Pubblicato il 29 marzo 2004 da Alessandro Izzi


Orgoglio

Nato sotto l’egida produttiva di una rinata Titanus, Orgoglio si presenta come una costola tardiva di quella produzione cinematografica che fece la gloria, non sono ancora molti anni, di Goffredo Lombardo. In particolare l’idea di base che ha guidato gli autori nel mettere in cantiere questa vasta fatica televisiva sembrerebbe essere stata quella di recuperare il modello di un kolossal storico fortemente debitore, nei suoi principi generali, della lezione viscontiana.
Sono molti, infatti, gli elementi che richiamano immediatamente alla nostra mente le pellicole del grande regista milanese: la forte attenzione per le scenografie, una ricerca molto puntuale di dettagli realistici con cui circostanziare l’intera vicenda, un discorso di fondo che vorrebbe nel perfetto intrecciarsi di storia privata (restituita attraverso la logica affabulatoria del melodramma) e Storia collettiva (qui nel periodo dell’invasione della Libia da parte delle truppe italiane e fasciste) i motivi della propria poesia e il senso del proprio discorso.
Non ci vuole molto, però, a rendersi conto che della lezione viscontiana gli autori di questo prodotto recuperano soltanto gli aspetti più esteriori in una logica che vede nella preponderanza maestosa degli aspetti scenografici l’unica ragion d’essere del tutto.
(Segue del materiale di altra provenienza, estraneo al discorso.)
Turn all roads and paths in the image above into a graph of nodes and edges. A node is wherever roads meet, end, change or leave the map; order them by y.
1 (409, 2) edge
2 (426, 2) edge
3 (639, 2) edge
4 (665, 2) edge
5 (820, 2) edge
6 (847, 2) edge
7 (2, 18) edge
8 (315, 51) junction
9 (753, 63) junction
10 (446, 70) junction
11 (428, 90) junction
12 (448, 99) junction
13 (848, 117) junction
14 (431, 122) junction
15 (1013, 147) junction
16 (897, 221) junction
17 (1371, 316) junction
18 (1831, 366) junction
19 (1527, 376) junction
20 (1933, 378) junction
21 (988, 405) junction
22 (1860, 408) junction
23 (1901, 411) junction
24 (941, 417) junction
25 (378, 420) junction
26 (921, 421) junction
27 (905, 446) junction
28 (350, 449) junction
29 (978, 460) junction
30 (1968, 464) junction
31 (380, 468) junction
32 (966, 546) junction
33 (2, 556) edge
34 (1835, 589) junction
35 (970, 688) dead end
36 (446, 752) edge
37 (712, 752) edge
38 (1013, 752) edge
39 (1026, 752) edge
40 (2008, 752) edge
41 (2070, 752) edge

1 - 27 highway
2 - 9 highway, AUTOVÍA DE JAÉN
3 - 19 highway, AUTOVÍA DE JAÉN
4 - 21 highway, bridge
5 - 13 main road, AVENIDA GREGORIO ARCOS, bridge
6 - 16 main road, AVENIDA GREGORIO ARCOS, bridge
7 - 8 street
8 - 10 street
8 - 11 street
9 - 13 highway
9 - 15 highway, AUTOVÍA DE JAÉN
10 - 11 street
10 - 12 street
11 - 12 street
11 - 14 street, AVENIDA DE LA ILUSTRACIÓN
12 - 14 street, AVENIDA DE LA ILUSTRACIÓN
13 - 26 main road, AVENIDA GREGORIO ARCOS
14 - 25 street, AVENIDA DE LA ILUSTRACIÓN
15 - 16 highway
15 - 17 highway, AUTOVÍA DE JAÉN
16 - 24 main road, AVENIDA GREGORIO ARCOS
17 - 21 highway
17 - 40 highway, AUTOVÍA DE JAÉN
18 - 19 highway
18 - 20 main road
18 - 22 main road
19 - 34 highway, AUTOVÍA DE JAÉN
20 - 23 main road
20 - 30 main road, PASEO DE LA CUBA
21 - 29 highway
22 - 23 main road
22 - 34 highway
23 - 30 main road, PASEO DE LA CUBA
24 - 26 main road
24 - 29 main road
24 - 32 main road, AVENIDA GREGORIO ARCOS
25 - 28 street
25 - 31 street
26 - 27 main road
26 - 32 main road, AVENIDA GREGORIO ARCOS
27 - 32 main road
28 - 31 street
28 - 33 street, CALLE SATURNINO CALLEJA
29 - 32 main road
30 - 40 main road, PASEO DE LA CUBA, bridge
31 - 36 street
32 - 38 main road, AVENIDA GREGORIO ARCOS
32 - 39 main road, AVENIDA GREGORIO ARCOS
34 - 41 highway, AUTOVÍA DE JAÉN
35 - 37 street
In questo modo la melodrammatica storia di un amore fatale tra una donna di nobili origini ed un umile contadino sembra essere più imparentata alla vasta tradizione del romanzo d’appendice che non alla nobile costruzione del romanzo ottocentesco da cui invece attingeva a piene mani Visconti. In questo modo le vicende narrate finiscono presto per assumere il peso dello stereotipo e la vivida restituzione di ambienti e costumi finisce, a fronte di una povera impaginazione narrativa che ne frustra il valore, per assumere il sapore della cartapesta e della leziosità scenografica fine a se stessa.
Di Visconti, quindi, c’è molto più L’innocente che non Il Gattopardo o (andando ancor più su) Senso allo stesso modo con cui, a livello di sceneggiatura, si respira molto più D’Annunzio di quanto si possa respirare Thomas Mann. In questo modo ogni dissidio drammaturgico sembra destinato a sciogliersi nella bella forma e i personaggi messi in campo finiscono per perdere il loro possibile valore esemplare per ridursi al rango di veri e propri bozzetti. La contrapposizione melodrammatica tra “buoni” (la protagonista, i contadini) e “cattivi” rappresentati da una classe nobiliare pertinacemente legata alle proprie abitudini anche laddove non può fare a meno di vedere completamente esaurita la propria funzione storica (una problematica questa, a ben vedere, profondamente viscontiana) finisce per assumere i tratti manichei di una tradizione da operetta incapace di restituire sullo schermo la complessità della dinamiche storiche che pure vorrebbe descrivere.
In questo modo l’Hermann di Franco Castellani (che fa rivivere nella propria interpretazione le vibrazioni di una televisione che fu: semplice, piana e abbondantemente didascalica) non assume mai quelle dimensioni tragiche e mefistofeliche cui il personaggio avrebbe potuto aspirare e si contrappone in maniera troppo artefatta alla sospirosa eroina di Elena Sofia Ricci.
Il buco nero viene, comunque, sfiorato soprattutto in quei momenti in cui il racconto maggiormente vorrebbe sporcarsi le mani con gli orrori della storia: la disfatta delle truppe italiane nella campagna africana. Qui non possiamo non rimpiangere la mano di Visconti che sarebbe stata capace (come in Senso) di condensare, in poche efficaci inquadrature, tutto il senso di disfatta di un’intera nazione e di un’intera epoca. Nella debole fiction propinataci da Rai 1, invece, non vediamo altro che una misera Barbara D’Urso (reduce dai fasti de Il grande fratello) muoversi spaesata tra finti scenari di guerra (che della Guerra vera non conservano neanche l’ombra) pronunciando battute che neanche un bambino avrebbe, nel suo ingenuo candore, potuto proferire.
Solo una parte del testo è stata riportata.